§ Records for this exercise:
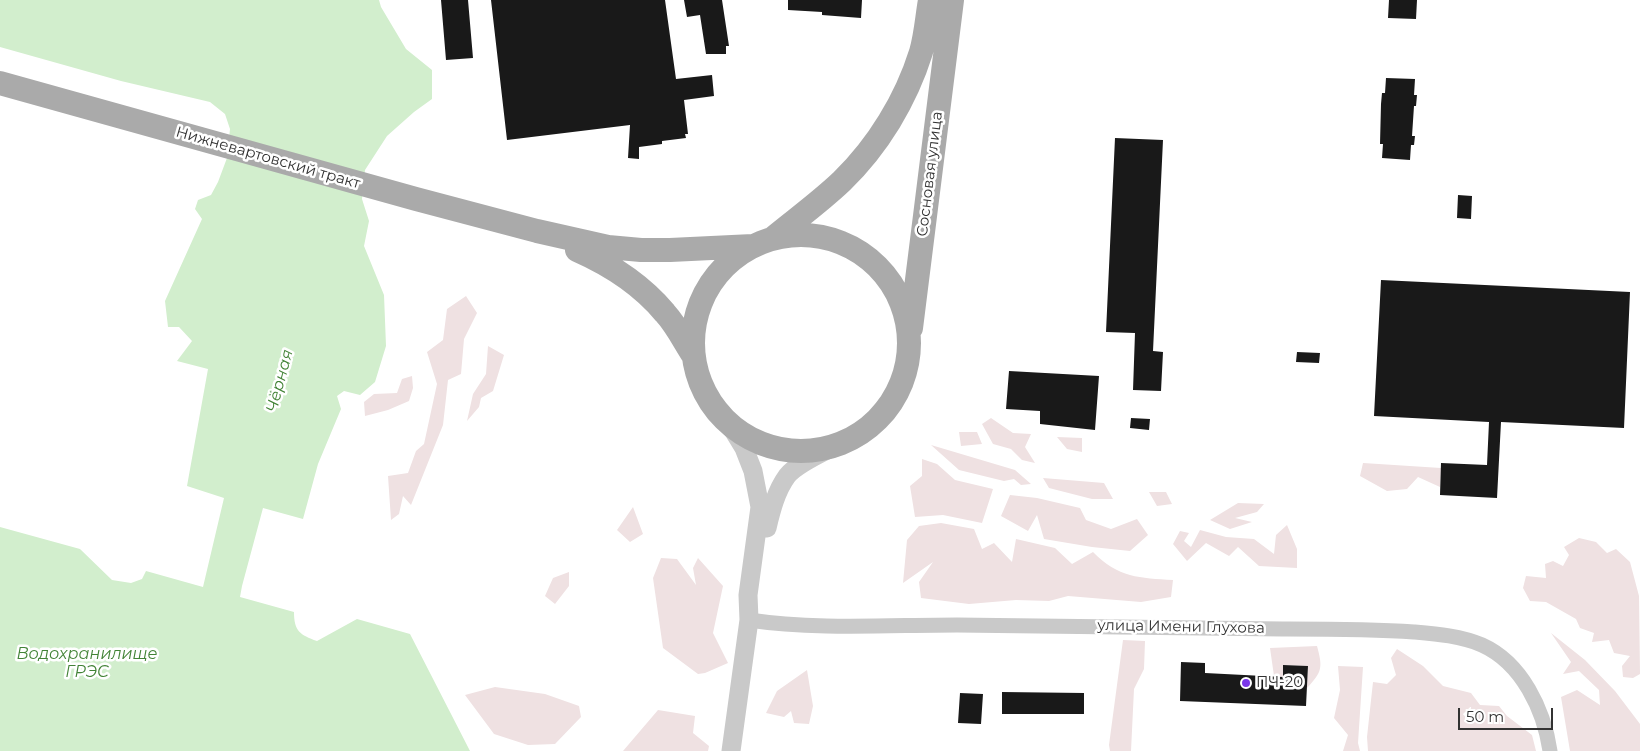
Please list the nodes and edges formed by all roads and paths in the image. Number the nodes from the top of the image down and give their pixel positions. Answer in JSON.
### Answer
{"nodes":[{"id":1,"x":930,"y":0,"type":"edge"},
{"id":2,"x":952,"y":0,"type":"edge"},
{"id":3,"x":0,"y":83,"type":"edge"},
{"id":4,"x":537,"y":231,"type":"junction"},
{"id":5,"x":762,"y":243,"type":"junction"},
{"id":6,"x":908,"y":347,"type":"junction"},
{"id":7,"x":693,"y":355,"type":"junction"},
{"id":8,"x":730,"y":424,"type":"junction"},
{"id":9,"x":841,"y":443,"type":"junction"},
{"id":10,"x":749,"y":620,"type":"junction"},
{"id":11,"x":731,"y":751,"type":"edge"},
{"id":12,"x":1550,"y":751,"type":"edge"}],
"edges":[{"from":1,"to":5,"type":"main road"},
{"from":2,"to":6,"type":"main road","name":"Сосновая улица"},
{"from":3,"to":4,"type":"main road","name":"Нижневартовский тракт"},
{"from":4,"to":5,"type":"main road","name":"Нижневартовский тракт"},
{"from":4,"to":7,"type":"main road","name":"Нижневартовский тракт"},
{"from":5,"to":6,"type":"main road","name":"Нижневартовский тракт"},
{"from":5,"to":7,"type":"main road"},
{"from":6,"to":9,"type":"main road"},
{"from":7,"to":8,"type":"main road"},
{"from":8,"to":9,"type":"main road"},
{"from":8,"to":10,"type":"street"},
{"from":9,"to":10,"type":"street"},
{"from":10,"to":11,"type":"street"},
{"from":10,"to":12,"type":"street","name":"улица Имени Глухова"}]}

§ What is required: The records above are to be transcribed word for word. Skip the images.

§ Exercise response:
Please list the nodes and edges formed by all roads and paths in the image. Number the nodes from the top of the image down and give their pixel positions. Answer in JSON.
### Answer
{"nodes":[{"id":1,"x":930,"y":0,"type":"edge"},
{"id":2,"x":952,"y":0,"type":"edge"},
{"id":3,"x":0,"y":83,"type":"edge"},
{"id":4,"x":537,"y":231,"type":"junction"},
{"id":5,"x":762,"y":243,"type":"junction"},
{"id":6,"x":908,"y":347,"type":"junction"},
{"id":7,"x":693,"y":355,"type":"junction"},
{"id":8,"x":730,"y":424,"type":"junction"},
{"id":9,"x":841,"y":443,"type":"junction"},
{"id":10,"x":749,"y":620,"type":"junction"},
{"id":11,"x":731,"y":751,"type":"edge"},
{"id":12,"x":1550,"y":751,"type":"edge"}],
"edges":[{"from":1,"to":5,"type":"main road"},
{"from":2,"to":6,"type":"main road","name":"Сосновая улица"},
{"from":3,"to":4,"type":"main road","name":"Нижневартовский тракт"},
{"from":4,"to":5,"type":"main road","name":"Нижневартовский тракт"},
{"from":4,"to":7,"type":"main road","name":"Нижневартовский тракт"},
{"from":5,"to":6,"type":"main road","name":"Нижневартовский тракт"},
{"from":5,"to":7,"type":"main road"},
{"from":6,"to":9,"type":"main road"},
{"from":7,"to":8,"type":"main road"},
{"from":8,"to":9,"type":"main road"},
{"from":8,"to":10,"type":"street"},
{"from":9,"to":10,"type":"street"},
{"from":10,"to":11,"type":"street"},
{"from":10,"to":12,"type":"street","name":"улица Имени Глухова"}]}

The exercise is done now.